▶ _Problem description_
The answer must be an exact copy of the entries that follow, with all images removed.

▶ _Input for this task_
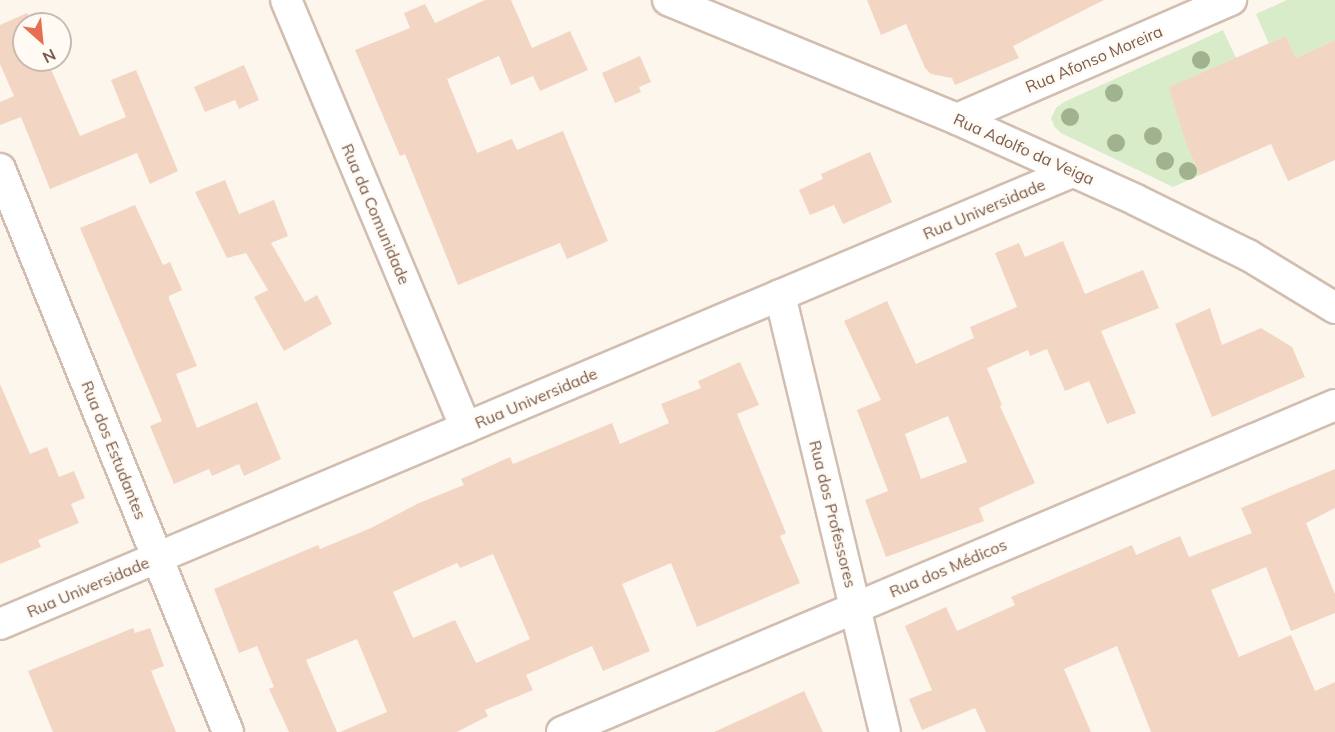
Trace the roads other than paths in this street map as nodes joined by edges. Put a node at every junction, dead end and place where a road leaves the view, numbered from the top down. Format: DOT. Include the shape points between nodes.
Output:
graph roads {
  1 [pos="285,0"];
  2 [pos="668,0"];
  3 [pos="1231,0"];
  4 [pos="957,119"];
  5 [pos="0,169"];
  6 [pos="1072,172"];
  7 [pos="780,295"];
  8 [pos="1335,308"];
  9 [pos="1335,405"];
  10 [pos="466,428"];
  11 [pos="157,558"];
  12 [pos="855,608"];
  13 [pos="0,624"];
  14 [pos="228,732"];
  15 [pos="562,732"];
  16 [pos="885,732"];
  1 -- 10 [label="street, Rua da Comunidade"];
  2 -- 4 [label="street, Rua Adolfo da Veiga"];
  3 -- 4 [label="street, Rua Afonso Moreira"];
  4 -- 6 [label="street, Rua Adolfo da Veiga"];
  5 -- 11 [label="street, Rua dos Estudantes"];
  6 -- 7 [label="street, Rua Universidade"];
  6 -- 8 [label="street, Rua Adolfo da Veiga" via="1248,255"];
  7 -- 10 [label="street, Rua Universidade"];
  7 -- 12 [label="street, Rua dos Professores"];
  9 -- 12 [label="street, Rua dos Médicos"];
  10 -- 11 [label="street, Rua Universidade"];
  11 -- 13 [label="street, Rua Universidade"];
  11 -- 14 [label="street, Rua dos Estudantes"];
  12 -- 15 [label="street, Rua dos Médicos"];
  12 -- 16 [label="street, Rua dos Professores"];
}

▶ _Problem solution_
Trace the roads other than paths in this street map as nodes joined by edges. Put a node at every junction, dead end and place where a road leaves the view, numbered from the top down. Format: DOT. Include the shape points between nodes.
Output:
graph roads {
  1 [pos="285,0"];
  2 [pos="668,0"];
  3 [pos="1231,0"];
  4 [pos="957,119"];
  5 [pos="0,169"];
  6 [pos="1072,172"];
  7 [pos="780,295"];
  8 [pos="1335,308"];
  9 [pos="1335,405"];
  10 [pos="466,428"];
  11 [pos="157,558"];
  12 [pos="855,608"];
  13 [pos="0,624"];
  14 [pos="228,732"];
  15 [pos="562,732"];
  16 [pos="885,732"];
  1 -- 10 [label="street, Rua da Comunidade"];
  2 -- 4 [label="street, Rua Adolfo da Veiga"];
  3 -- 4 [label="street, Rua Afonso Moreira"];
  4 -- 6 [label="street, Rua Adolfo da Veiga"];
  5 -- 11 [label="street, Rua dos Estudantes"];
  6 -- 7 [label="street, Rua Universidade"];
  6 -- 8 [label="street, Rua Adolfo da Veiga" via="1248,255"];
  7 -- 10 [label="street, Rua Universidade"];
  7 -- 12 [label="street, Rua dos Professores"];
  9 -- 12 [label="street, Rua dos Médicos"];
  10 -- 11 [label="street, Rua Universidade"];
  11 -- 13 [label="street, Rua Universidade"];
  11 -- 14 [label="street, Rua dos Estudantes"];
  12 -- 15 [label="street, Rua dos Médicos"];
  12 -- 16 [label="street, Rua dos Professores"];
}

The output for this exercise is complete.